> Work item:
Filter the records below for the word "Windsor". Keep each line that has it.

> Saved entries:
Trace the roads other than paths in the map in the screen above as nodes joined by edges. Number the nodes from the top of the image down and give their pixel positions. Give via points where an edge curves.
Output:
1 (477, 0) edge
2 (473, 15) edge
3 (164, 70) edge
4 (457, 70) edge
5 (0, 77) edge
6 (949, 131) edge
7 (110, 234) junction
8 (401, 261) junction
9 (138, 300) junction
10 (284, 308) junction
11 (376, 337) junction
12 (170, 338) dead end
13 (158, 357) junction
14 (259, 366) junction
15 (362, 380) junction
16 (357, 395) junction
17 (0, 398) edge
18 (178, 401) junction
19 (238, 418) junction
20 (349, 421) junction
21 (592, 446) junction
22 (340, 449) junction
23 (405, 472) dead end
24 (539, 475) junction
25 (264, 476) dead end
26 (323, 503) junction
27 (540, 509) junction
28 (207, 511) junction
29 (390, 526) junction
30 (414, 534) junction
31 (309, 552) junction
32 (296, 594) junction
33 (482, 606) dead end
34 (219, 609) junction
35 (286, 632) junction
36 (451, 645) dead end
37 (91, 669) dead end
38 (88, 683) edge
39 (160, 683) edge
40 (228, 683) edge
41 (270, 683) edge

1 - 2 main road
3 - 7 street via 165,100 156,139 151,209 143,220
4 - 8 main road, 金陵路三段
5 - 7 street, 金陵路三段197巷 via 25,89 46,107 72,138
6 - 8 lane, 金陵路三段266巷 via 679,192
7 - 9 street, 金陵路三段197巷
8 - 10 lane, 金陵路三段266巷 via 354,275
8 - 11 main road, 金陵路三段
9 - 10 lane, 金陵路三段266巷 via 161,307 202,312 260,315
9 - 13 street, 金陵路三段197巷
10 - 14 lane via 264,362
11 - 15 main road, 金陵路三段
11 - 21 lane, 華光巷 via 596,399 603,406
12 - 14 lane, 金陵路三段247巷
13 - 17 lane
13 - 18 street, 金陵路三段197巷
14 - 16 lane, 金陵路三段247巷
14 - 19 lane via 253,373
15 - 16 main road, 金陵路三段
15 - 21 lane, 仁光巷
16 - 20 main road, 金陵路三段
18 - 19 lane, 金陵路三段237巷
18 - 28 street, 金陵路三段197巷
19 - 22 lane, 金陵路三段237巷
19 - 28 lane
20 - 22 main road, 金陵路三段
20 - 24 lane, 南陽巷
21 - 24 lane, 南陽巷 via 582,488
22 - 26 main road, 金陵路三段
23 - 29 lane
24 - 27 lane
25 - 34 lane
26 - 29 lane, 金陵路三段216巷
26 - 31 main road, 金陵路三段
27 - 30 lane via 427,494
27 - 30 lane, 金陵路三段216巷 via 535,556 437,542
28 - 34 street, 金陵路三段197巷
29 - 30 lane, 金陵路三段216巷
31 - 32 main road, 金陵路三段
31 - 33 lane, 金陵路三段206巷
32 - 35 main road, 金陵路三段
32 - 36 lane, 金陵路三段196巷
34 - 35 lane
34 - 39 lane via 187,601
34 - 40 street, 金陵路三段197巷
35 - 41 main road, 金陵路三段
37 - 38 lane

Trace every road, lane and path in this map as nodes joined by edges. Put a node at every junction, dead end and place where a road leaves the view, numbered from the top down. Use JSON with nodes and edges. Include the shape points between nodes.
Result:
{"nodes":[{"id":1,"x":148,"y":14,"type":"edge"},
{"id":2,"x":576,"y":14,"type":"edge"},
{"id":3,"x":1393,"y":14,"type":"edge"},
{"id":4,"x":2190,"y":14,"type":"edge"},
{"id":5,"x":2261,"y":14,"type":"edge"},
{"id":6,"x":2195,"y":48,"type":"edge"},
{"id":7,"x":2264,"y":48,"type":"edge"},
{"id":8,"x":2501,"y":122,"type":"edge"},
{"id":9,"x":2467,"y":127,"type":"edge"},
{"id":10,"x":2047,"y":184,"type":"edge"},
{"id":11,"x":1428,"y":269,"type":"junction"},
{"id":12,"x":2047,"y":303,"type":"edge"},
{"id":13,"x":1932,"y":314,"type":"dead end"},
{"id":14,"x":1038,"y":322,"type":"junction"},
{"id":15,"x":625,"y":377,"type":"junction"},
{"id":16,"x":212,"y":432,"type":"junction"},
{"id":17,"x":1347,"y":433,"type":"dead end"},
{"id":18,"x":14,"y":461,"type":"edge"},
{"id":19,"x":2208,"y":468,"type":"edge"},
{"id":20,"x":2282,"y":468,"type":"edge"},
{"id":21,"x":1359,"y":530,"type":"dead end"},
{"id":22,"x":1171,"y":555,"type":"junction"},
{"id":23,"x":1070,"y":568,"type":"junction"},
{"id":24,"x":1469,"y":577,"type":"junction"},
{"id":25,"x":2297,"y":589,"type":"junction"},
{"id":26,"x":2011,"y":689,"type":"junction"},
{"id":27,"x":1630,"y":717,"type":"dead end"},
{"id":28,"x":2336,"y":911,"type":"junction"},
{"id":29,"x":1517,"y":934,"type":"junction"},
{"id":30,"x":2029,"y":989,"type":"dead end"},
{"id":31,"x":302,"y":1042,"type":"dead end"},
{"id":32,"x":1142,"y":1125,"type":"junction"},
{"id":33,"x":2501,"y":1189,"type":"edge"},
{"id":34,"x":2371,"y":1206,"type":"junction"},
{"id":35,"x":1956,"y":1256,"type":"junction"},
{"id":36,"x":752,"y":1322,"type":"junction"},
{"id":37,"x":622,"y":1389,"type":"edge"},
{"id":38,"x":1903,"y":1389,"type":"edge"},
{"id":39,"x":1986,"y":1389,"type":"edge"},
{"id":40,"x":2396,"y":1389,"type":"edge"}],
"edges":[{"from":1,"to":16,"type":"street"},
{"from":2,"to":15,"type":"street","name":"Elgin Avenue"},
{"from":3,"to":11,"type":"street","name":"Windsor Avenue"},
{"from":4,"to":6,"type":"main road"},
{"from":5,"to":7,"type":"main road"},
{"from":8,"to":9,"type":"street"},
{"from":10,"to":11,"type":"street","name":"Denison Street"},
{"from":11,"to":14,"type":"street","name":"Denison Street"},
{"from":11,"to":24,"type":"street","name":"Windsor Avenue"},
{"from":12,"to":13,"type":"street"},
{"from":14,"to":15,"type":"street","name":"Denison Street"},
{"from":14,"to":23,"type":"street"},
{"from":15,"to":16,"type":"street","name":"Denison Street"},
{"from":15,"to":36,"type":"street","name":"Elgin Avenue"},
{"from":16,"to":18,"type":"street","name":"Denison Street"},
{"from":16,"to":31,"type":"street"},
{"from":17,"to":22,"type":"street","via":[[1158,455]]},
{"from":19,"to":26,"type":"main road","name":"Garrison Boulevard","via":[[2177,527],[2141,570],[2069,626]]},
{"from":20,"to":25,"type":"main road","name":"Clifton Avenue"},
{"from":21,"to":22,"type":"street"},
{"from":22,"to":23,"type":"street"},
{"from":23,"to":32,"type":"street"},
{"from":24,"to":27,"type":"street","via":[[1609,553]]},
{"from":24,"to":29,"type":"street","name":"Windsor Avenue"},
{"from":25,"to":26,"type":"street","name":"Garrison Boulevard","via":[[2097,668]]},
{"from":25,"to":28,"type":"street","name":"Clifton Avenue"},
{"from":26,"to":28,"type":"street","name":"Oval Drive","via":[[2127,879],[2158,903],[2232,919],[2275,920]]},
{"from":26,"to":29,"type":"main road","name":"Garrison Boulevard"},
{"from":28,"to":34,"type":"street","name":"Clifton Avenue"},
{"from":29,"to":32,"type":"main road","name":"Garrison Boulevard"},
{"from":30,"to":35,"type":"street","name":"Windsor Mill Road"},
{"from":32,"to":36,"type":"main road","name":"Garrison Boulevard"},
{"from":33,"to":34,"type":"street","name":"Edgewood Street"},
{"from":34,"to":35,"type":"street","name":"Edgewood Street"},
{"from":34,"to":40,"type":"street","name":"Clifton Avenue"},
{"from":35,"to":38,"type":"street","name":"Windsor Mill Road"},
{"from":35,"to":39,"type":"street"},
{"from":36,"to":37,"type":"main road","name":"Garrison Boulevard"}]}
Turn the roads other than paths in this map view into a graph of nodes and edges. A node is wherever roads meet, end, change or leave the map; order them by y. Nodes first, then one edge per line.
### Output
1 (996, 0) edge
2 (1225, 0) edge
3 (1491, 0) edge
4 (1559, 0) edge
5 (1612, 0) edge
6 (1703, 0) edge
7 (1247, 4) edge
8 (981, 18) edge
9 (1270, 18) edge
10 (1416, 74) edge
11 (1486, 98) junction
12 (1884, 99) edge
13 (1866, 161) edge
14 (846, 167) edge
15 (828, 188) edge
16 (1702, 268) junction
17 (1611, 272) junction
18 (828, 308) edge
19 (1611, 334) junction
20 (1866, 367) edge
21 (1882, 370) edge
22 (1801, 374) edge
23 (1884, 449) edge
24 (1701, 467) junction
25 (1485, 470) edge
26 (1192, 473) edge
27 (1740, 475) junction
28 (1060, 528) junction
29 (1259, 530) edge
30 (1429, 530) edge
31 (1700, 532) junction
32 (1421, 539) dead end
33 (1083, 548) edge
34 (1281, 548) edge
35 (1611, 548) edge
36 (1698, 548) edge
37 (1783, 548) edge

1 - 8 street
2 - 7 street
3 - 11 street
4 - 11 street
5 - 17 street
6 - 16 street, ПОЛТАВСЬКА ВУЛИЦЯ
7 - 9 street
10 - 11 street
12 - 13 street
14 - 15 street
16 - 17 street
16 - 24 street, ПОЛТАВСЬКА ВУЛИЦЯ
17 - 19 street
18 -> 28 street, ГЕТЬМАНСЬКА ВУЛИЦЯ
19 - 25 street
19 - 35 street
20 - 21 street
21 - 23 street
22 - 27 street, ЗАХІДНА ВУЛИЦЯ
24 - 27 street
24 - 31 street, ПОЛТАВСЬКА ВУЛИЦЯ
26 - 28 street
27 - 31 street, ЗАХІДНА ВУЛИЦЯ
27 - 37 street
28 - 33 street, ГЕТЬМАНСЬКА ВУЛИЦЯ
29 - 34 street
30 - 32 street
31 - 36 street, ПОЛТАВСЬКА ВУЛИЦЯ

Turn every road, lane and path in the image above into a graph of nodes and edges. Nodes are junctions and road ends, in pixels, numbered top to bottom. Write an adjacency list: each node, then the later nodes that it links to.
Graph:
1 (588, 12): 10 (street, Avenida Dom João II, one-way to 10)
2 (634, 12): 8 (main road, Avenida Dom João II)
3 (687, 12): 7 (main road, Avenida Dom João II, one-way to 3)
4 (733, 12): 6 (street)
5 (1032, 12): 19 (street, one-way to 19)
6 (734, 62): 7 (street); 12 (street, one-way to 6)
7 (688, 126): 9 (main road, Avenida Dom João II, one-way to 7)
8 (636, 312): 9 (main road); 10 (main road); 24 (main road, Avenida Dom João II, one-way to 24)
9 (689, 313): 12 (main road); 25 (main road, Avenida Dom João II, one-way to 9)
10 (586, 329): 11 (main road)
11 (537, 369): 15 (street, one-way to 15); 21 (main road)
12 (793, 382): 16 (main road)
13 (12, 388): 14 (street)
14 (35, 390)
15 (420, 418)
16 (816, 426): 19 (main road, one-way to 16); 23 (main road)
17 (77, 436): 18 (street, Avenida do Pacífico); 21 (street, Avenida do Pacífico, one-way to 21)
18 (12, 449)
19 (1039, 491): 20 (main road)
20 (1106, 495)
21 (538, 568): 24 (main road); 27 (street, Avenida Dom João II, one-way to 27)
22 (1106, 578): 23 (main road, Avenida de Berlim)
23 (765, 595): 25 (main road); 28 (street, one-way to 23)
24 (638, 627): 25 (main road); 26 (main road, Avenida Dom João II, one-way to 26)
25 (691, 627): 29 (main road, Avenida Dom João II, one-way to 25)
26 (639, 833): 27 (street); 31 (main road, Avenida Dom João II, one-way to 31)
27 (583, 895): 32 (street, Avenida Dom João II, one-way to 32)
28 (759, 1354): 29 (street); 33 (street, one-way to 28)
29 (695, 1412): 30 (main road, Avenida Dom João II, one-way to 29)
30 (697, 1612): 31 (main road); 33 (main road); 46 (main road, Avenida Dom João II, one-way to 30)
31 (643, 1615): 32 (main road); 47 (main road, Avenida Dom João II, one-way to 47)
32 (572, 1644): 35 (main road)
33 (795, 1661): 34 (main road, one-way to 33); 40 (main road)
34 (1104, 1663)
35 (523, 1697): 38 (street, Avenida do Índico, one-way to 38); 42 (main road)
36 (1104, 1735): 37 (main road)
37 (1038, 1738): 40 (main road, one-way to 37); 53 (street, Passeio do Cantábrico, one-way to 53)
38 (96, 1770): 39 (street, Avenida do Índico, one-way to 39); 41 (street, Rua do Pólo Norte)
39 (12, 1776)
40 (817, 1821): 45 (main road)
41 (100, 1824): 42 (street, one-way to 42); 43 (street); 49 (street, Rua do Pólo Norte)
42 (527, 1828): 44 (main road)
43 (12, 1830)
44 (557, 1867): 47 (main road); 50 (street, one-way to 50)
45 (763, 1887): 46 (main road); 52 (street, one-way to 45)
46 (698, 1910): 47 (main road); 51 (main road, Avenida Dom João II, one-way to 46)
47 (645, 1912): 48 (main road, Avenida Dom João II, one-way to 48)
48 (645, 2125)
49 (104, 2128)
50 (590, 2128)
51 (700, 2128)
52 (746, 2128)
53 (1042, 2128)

> Reply:
{"from":3,"to":11,"type":"street","name":"Windsor Avenue"},
{"from":11,"to":24,"type":"street","name":"Windsor Avenue"},
{"from":24,"to":29,"type":"street","name":"Windsor Avenue"},
{"from":30,"to":35,"type":"street","name":"Windsor Mill Road"},
{"from":35,"to":38,"type":"street","name":"Windsor Mill Road"},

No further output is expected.